Everything in the records below should be printed exactly, except the pictures.
[SUPPLIED INFORMATION Boundary: Start]
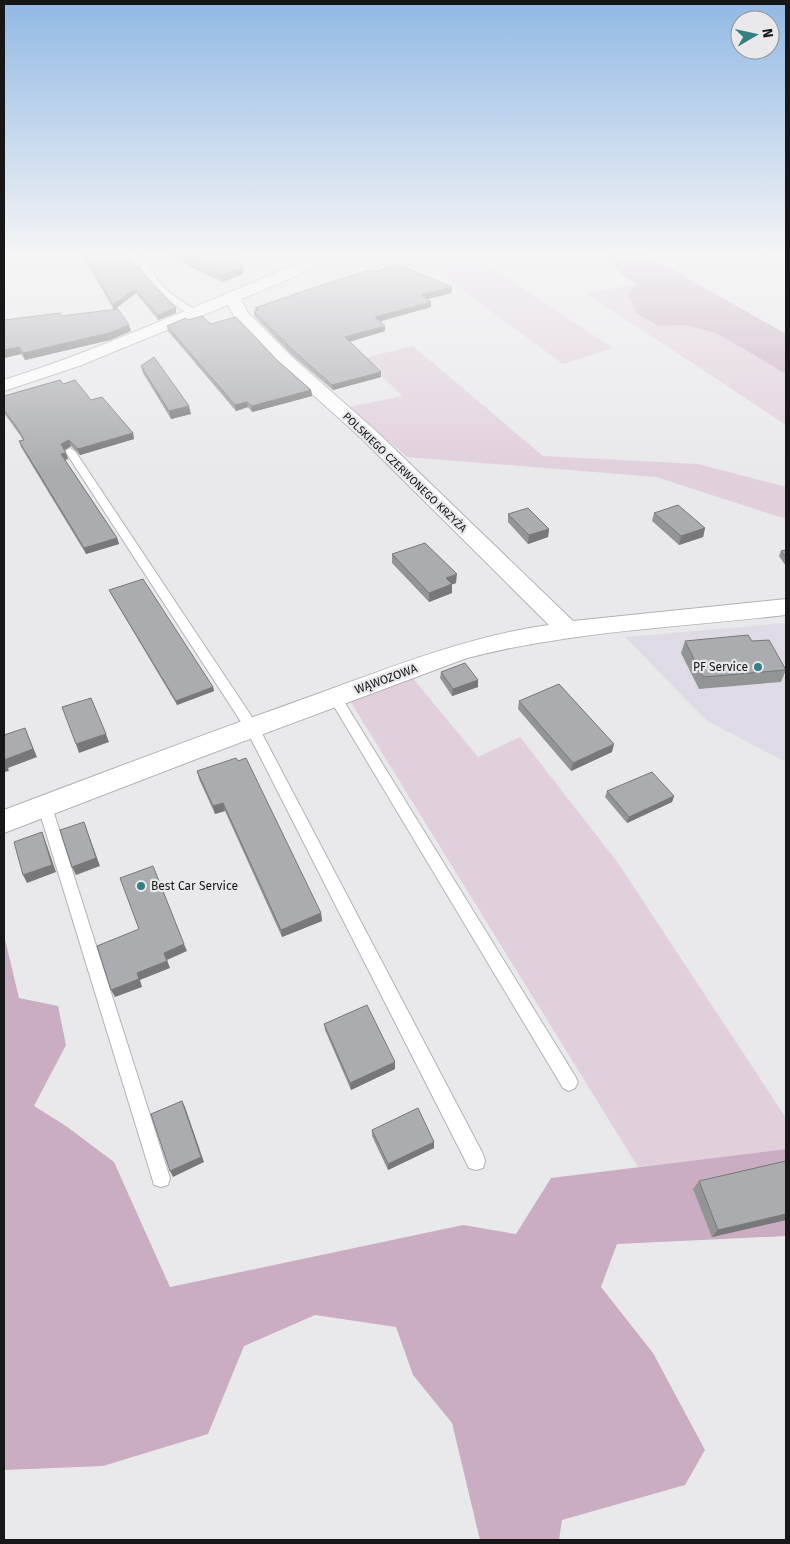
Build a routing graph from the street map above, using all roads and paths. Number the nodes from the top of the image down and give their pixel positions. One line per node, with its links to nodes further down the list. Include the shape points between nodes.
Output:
1 (160, 327): 3 (street, via 64,366)
2 (253, 327): 6 (street, POLSKIEGO CZERWONEGO KRZYŻA, via 376,442)
3 (4, 386)
4 (70, 451): 8 (lane)
5 (786, 607): 6 (street, WĄWOZOWA)
6 (568, 630): 7 (street, WĄWOZOWA, via 487,644)
7 (335, 698): 8 (street, WĄWOZOWA); 11 (lane)
8 (253, 729): 9 (street, WĄWOZOWA); 12 (lane)
9 (45, 807): 10 (street, WĄWOZOWA); 13 (lane)
10 (4, 822)
11 (569, 1082)
12 (476, 1161)
13 (161, 1178)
[SUPPLIED INFORMATION Boundary: End]
> **ANSWER SECTION**
Build a routing graph from the street map above, using all roads and paths. Number the nodes from the top of the image down and give their pixel positions. One line per node, with its links to nodes further down the list. Include the shape points between nodes.
Output:
1 (160, 327): 3 (street, via 64,366)
2 (253, 327): 6 (street, POLSKIEGO CZERWONEGO KRZYŻA, via 376,442)
3 (4, 386)
4 (70, 451): 8 (lane)
5 (786, 607): 6 (street, WĄWOZOWA)
6 (568, 630): 7 (street, WĄWOZOWA, via 487,644)
7 (335, 698): 8 (street, WĄWOZOWA); 11 (lane)
8 (253, 729): 9 (street, WĄWOZOWA); 12 (lane)
9 (45, 807): 10 (street, WĄWOZOWA); 13 (lane)
10 (4, 822)
11 (569, 1082)
12 (476, 1161)
13 (161, 1178)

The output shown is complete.